MAPK and PI3K pathways are involved in eosinophil degranulation.
AnnexinV− eosinophils (A) and NK cells (B), cultured alone or together at the 10∶1 NK:Eos ratio, were stained with anti-ERK or anti-phosphorylated ERK (pERK) antibodies. Eosinophils and NK cells were identified on the basis of their size difference (FSC) and granularity (SSC). Live eosinophils were defined as AnnexinV− cells. Gray full lines and black dotted lines represent control antibody staining for each cell type alone or in co-culture, respectively. Gray plain histograms and black full lines represent staining with antibody of interest for each cell type alone or in co-culture, respectively. One representative experiment out of three is shown. (C) Eosinophils were pre-incubated with DMSO as control or with inhibitors of signaling pathways for 5 min at 37°C: PD 98059 25 μM an inhibitor of ERK pathway, SB 203580 1 μM an inhibitor of P38 MAPK, SP 600125 20 μM an inhibitor of JNK pathway and LY 294002 10 μM an inhibitor of PI3K pathway for the NK:Eos ratio 10∶1. Results show percentage of CD63+ eosinophils for each donor and mean is indicated with the black line. One-way Anova (Friedman) tests were performed, followed by Dunn’s post tests. *p<0.05, **p<0.01.
Figure 6.
NK cell-induced eosinophil apoptosis involves mitochondrial reactive oxygen species (ROS).

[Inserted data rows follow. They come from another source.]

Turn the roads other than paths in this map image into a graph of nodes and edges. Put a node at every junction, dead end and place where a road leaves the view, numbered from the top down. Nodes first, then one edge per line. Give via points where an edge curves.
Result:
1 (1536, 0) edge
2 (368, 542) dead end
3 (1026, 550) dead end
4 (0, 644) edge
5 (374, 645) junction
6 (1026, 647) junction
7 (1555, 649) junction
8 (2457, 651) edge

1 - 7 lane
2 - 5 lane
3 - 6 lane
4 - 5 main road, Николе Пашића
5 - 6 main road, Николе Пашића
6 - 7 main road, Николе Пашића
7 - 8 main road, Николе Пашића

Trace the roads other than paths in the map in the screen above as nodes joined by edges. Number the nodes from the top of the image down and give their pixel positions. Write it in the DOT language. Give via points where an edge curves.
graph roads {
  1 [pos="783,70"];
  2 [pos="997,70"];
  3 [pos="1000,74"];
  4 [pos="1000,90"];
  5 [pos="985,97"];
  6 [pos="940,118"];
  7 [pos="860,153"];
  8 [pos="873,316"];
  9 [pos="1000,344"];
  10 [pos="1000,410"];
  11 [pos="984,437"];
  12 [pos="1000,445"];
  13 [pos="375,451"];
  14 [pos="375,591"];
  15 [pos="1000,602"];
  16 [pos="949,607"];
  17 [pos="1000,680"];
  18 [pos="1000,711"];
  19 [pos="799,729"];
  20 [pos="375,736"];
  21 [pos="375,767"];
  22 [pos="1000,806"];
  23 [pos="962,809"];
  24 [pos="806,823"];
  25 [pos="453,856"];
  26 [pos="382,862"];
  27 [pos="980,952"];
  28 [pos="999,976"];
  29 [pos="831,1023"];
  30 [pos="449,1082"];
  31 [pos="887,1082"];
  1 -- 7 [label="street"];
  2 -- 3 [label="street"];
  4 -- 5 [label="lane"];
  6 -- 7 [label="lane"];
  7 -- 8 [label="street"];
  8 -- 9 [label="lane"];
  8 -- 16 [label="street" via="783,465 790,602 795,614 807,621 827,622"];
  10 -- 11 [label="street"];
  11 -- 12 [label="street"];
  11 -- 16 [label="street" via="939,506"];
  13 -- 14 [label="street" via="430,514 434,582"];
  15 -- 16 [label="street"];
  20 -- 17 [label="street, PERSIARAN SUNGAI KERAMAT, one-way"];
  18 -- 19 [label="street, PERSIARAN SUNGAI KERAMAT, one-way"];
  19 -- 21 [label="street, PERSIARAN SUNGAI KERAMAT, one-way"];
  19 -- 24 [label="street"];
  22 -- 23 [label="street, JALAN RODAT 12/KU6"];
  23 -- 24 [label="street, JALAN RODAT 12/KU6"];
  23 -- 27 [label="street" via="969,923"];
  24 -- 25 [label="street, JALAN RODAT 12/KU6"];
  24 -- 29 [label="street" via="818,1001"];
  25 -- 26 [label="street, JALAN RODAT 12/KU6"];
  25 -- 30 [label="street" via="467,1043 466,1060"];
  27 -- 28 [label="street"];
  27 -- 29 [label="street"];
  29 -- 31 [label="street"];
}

(A) After purification, NK cells and eosinophils were cultured in the presence of IL-5 for 12 hours at different NK:Eos ratios: 0∶1 (i.e. eosinophils alone); 1∶1; 5∶1; 10∶1. Eosinophils were identified on the basis of their size difference (FSC) and granularity (SSC). ROS staining was achieved using dihydroethidium (HE). Results are expressed as mean percentage of HE+ cells amongt the eosinophil population ± SEM. n = 12. Gaussian distributions were verified using D’Agostino and Pearson test, and One-way Anova test was performed, followed by Bonferroni’s post test. *p<0.05; **p<0.01. (B) Eosinophils were incubated with inhibitors of mitochondrial electron transport: rotenone and antimycin for 30 min at 37°C before 12 h co-culture with NK cells at the NK:Eos ratio of 10∶1. Results for each donor are shown and mean is indicated with the black line. Wilcoxon tests were performed. *p<0.05.